• EXERCISE REQUIREMENTS
In the data that follows, find each line containing "strokeStyle" and copy it.

• Dataset entries
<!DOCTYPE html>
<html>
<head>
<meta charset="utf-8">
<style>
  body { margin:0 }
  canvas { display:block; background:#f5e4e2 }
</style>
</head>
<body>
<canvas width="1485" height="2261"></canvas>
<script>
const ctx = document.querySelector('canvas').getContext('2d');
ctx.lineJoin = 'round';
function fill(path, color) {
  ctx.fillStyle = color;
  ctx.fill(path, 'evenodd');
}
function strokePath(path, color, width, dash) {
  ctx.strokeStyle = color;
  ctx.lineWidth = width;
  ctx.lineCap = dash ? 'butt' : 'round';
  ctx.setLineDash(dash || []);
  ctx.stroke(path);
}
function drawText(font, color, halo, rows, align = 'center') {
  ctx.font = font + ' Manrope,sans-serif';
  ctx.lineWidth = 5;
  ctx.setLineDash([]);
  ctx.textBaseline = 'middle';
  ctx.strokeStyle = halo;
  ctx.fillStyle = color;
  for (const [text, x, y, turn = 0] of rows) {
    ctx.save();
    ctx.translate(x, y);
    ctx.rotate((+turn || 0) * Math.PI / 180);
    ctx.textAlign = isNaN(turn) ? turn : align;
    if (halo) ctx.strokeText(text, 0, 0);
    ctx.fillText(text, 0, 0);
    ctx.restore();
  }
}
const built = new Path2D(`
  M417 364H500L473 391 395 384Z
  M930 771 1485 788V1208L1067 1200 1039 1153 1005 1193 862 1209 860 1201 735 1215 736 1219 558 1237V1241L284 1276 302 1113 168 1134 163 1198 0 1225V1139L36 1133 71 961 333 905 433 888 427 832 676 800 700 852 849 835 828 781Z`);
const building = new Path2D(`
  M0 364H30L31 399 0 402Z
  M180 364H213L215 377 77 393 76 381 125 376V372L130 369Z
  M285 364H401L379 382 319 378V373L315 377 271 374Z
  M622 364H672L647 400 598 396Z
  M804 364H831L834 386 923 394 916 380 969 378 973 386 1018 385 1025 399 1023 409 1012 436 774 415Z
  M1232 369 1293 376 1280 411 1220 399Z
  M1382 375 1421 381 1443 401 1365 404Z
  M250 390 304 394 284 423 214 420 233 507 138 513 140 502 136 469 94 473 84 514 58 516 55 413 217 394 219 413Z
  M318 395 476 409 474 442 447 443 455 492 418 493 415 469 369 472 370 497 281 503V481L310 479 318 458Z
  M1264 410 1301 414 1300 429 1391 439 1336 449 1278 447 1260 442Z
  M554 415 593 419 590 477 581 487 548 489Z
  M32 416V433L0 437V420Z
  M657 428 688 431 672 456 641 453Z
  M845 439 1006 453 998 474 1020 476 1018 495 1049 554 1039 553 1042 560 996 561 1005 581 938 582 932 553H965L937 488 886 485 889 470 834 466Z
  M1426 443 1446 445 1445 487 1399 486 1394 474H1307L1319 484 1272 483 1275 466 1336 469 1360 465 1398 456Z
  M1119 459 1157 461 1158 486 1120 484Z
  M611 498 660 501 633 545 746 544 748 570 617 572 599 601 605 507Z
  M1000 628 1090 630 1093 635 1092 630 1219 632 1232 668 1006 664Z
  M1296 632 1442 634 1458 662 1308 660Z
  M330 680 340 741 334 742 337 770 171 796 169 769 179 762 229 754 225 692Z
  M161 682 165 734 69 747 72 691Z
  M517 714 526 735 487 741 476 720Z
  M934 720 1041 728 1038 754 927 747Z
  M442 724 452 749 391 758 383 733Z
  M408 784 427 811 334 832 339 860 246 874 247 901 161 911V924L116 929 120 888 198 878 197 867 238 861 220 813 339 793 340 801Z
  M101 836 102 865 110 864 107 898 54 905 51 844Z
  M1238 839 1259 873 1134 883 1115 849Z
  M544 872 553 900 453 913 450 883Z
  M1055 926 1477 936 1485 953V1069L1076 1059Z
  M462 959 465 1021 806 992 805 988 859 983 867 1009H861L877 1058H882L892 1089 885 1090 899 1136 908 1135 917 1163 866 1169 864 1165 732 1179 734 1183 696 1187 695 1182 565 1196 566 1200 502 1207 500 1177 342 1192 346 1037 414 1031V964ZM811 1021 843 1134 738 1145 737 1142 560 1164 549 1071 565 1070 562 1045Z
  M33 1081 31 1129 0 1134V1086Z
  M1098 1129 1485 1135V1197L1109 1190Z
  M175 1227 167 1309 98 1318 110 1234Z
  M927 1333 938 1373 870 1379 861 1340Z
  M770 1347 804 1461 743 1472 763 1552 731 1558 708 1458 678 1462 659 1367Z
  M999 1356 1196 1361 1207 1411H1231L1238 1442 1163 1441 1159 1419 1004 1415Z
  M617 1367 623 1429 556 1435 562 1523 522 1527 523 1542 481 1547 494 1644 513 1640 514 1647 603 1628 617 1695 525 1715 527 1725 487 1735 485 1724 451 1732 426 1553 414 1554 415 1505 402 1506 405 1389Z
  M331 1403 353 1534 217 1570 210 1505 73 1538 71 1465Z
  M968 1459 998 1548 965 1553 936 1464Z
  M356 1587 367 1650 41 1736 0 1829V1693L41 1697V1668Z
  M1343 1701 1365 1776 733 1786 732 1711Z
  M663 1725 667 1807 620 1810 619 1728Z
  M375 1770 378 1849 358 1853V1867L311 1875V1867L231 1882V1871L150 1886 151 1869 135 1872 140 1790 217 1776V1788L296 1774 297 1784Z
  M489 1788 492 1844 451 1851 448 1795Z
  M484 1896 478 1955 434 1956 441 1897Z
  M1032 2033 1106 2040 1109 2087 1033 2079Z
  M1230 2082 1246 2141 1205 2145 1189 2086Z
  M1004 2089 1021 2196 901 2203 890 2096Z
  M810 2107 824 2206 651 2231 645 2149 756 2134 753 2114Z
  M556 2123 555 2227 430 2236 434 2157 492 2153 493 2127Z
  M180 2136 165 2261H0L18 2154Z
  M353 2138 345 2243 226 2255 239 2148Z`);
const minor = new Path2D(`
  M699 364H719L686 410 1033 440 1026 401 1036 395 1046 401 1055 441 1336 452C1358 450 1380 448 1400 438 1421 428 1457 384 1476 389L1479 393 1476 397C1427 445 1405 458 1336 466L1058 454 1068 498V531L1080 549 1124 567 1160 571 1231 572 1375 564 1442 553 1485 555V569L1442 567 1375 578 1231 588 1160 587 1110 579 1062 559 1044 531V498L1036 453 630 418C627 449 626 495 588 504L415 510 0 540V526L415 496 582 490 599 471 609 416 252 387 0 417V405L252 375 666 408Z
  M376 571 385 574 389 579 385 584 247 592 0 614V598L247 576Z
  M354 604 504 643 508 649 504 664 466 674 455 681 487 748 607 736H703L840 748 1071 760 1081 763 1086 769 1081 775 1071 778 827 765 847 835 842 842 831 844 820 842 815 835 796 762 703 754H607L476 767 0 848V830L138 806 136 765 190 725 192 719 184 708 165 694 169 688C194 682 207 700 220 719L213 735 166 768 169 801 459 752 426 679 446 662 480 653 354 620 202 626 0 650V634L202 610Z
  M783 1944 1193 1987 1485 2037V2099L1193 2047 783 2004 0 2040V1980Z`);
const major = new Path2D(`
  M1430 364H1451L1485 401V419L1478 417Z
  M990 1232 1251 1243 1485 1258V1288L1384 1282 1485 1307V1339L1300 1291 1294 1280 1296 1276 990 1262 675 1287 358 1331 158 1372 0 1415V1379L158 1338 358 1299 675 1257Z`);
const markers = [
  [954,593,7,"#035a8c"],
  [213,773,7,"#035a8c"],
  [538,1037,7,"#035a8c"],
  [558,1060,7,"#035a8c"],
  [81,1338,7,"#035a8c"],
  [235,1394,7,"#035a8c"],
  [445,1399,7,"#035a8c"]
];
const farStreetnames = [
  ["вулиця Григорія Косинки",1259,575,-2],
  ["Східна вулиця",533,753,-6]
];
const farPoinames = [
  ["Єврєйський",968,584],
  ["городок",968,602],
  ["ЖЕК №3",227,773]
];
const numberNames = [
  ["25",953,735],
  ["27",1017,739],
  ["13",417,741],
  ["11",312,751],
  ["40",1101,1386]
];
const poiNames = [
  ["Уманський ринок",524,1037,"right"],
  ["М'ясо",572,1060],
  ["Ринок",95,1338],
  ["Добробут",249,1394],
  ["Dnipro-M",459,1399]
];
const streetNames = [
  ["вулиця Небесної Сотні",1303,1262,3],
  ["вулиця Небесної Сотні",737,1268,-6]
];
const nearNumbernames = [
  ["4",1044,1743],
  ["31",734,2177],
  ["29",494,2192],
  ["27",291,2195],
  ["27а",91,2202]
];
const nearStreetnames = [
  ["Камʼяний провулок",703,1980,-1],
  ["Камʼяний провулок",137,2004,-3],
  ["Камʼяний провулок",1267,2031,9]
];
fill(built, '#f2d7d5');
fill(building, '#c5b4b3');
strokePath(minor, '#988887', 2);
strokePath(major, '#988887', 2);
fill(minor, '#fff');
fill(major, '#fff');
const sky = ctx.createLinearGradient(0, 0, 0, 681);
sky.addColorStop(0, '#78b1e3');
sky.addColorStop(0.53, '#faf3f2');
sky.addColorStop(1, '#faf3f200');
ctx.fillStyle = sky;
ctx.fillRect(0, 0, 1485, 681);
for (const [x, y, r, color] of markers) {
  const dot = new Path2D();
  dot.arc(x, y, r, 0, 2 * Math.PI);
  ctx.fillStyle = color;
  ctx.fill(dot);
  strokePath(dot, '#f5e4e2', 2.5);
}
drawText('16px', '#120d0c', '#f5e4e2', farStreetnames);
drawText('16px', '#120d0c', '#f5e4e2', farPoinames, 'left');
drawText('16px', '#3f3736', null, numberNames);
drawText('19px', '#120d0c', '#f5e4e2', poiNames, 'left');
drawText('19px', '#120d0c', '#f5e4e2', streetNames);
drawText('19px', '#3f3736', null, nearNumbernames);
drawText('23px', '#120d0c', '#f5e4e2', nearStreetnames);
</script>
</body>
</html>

• FINISHED EXERCISE
  ctx.strokeStyle = color;
  ctx.strokeStyle = halo;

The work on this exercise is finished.